Keck Foundation Proposal

September 18, 2005

This document is a set of ideas and talking points, developed by Science Divison/Science Friday group, concerning what types of support Earlham might approach the W.M. Keck Foundation for.

Broadly speaking we see two areas of approach, which may or may not be mutally exclusive:

• Facilities. Astronomy and outreach are two recurring themes in Keck's history. Given the museum's track-record, and the outreach potential for a planitarium, it seems logical that we should explore how they might help with our upcoming facilities project. Ray's plan for the planitarium is to use digital technology which would allow it to be used for a variety of science displays.
• Interdisciplinary science curriculum modules tied to on-going student-faculty research projects across the natural sciences. These interdisciplinary research projects would build on the foundation provided for by our recent HHMI grant. More about this idea can be found below.

Background material related to Keck and these proposals:

• Keck's criteria from their programatic guidelines.
• Questions and FAQ.
• Things to do.

Interdisciplinary Science Curriculum Modules

This project will focus on interdisciplinary collaboration and curriculum development among the natural and physical sciences departments at Earlham College, including biology, chemistry, computer science, mathematics, and geology. It is clear that cutting-edge scientific research is becoming more interdisciplinary and collaborative at all levels; therefore, it is essential to train our students to develop multi-faceted approaches to problem solving. This project will introduce an important scientific problem and ask students to collect and analyze data, as well as make interpretations, using different disciplinary perspectives in both coursework and independent research projects with faculty. We believe this idea of collaborative learning will transform our undergraduate curriculum in the sciences and provide a model for interdisciplinary curricula for other liberal arts colleges.

In choosing the scientific problem around which to construct this project, we have tried to generate topics centered around faculty expertise, student interest, and local impact. We anticipate that if this approach is successful, both scientifically and educationally, we would be able to expand topics to reflect the changing interests of students, faculty, and the community. Therefore, our selection of the research problem is purposefully flexible, although any topic must meet the following explicit criteria:

• It must be broadly relevant to the scientific community (research results should be publishable in more than one venue).
• It must be easily adapted to both student/faculty research and the undergraduate science curriculum.
• It must involve field work, laboratory work, and computational analysis.
• It must be interdisciplinary in nature.
• It must have local impact or be important to the local community.

We have considered two topics that meet the above criteria as themes with which to begin the development of this project:

• Pesticides: Building on local expertise developed in studying the concentration and effects of atrazine in groundwater, we would propose studying pesticides in the Richmond area. Possible areas of investigation might include determination of concentrations, computational modeling of distribution, effects on area plant and animal life, and evaluation of pesticide degradation products. We propose to do our studies in Clear Creek, adjacent to and running through Earlham's campus. Among other things this local connection will enable us to easily integrate the field work into lab classes.
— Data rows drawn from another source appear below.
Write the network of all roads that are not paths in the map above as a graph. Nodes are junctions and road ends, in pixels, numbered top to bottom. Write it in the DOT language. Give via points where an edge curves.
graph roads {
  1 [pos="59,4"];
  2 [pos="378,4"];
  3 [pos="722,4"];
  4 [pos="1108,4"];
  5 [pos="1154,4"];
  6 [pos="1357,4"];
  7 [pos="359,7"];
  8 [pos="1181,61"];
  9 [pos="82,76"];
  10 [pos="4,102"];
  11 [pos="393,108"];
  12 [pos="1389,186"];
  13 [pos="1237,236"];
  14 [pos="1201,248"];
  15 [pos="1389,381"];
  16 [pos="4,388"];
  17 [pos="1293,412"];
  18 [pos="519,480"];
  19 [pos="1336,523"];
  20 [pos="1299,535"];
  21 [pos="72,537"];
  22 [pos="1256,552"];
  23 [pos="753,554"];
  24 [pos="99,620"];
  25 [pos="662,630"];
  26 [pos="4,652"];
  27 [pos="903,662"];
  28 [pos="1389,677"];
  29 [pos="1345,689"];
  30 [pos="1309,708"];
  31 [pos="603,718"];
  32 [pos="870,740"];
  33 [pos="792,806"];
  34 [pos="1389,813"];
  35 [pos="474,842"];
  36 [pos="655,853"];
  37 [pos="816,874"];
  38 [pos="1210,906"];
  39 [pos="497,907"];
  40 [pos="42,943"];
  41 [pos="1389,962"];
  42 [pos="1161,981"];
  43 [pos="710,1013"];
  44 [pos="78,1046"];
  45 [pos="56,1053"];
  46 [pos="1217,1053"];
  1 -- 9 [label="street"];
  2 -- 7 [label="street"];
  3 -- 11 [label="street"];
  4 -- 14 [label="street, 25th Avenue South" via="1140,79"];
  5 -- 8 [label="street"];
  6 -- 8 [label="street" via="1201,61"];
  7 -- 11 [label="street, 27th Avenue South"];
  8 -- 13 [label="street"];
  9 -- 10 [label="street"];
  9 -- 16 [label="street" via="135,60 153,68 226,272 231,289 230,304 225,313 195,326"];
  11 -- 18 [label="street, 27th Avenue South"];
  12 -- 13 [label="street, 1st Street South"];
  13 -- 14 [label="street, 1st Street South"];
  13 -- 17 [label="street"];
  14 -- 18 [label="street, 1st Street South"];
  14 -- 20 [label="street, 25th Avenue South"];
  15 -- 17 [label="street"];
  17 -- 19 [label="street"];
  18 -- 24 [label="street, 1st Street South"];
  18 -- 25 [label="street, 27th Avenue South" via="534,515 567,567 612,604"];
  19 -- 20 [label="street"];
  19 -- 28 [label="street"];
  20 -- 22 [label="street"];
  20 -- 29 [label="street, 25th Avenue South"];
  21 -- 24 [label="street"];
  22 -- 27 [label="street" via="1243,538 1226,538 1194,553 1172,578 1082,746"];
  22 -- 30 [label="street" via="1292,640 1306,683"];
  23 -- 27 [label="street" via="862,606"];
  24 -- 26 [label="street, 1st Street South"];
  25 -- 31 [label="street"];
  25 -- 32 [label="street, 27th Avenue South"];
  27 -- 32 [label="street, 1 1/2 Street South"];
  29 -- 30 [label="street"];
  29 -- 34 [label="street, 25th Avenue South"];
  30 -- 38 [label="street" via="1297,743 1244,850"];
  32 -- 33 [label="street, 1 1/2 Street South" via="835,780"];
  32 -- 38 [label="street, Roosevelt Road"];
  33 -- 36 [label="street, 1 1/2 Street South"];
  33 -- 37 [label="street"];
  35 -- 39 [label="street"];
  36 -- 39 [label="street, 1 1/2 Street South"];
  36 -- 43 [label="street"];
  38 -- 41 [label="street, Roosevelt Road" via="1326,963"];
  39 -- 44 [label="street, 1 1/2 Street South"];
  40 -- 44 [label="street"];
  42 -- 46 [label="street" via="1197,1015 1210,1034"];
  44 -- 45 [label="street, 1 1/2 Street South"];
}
• Metals: The environmental impact of local industry and geology on ground water sources would be studied using such methods computational modeling, analytical techniques, and effects/evidence of metal uptake by plants or aquatic life. Again we could employ Clear Creek as our study site.

Outcomes:

• Research projects and curriculum modules for a variety of introductory and upper-level classes.
• For science and non-science majors, a better understanding of both computational and experimental research methods, model development and verification, and interdisciplinary science research. For example, students in both majors and non-majors versions of general chemistry should come away with some understanding of how computational methods, chemistry, biology, and geology, work together to deepen our understanding of the problem.
• Science outreach activities for local K-12 students and teachers. Earlham's Joseph Moore Museum has developed a significant outreach program for local school districts in the natural sciences. We propose to develop an analog to that program, based on the project theme, for science more generally.
• Introduce students to scientific problems which incorporate local and regional issues and resources.

Selling points:

• Computational methods are now an important part of basic research in all of the natural sciences, yet few undergraduate programs have such components. Earlham is very well positioned to develop a template for incorporating computational methods into science curricula, e.g. our interdisciplinary approach and the high percentage of our graduates that go on to earn Ph.D.s in a science.
• It is difficult to obtain funding from government agencies, e.g. the NSF, for cross disciplinary work such as we describe here. This puts Keck in a somewhat unique position as a sponsor for this project.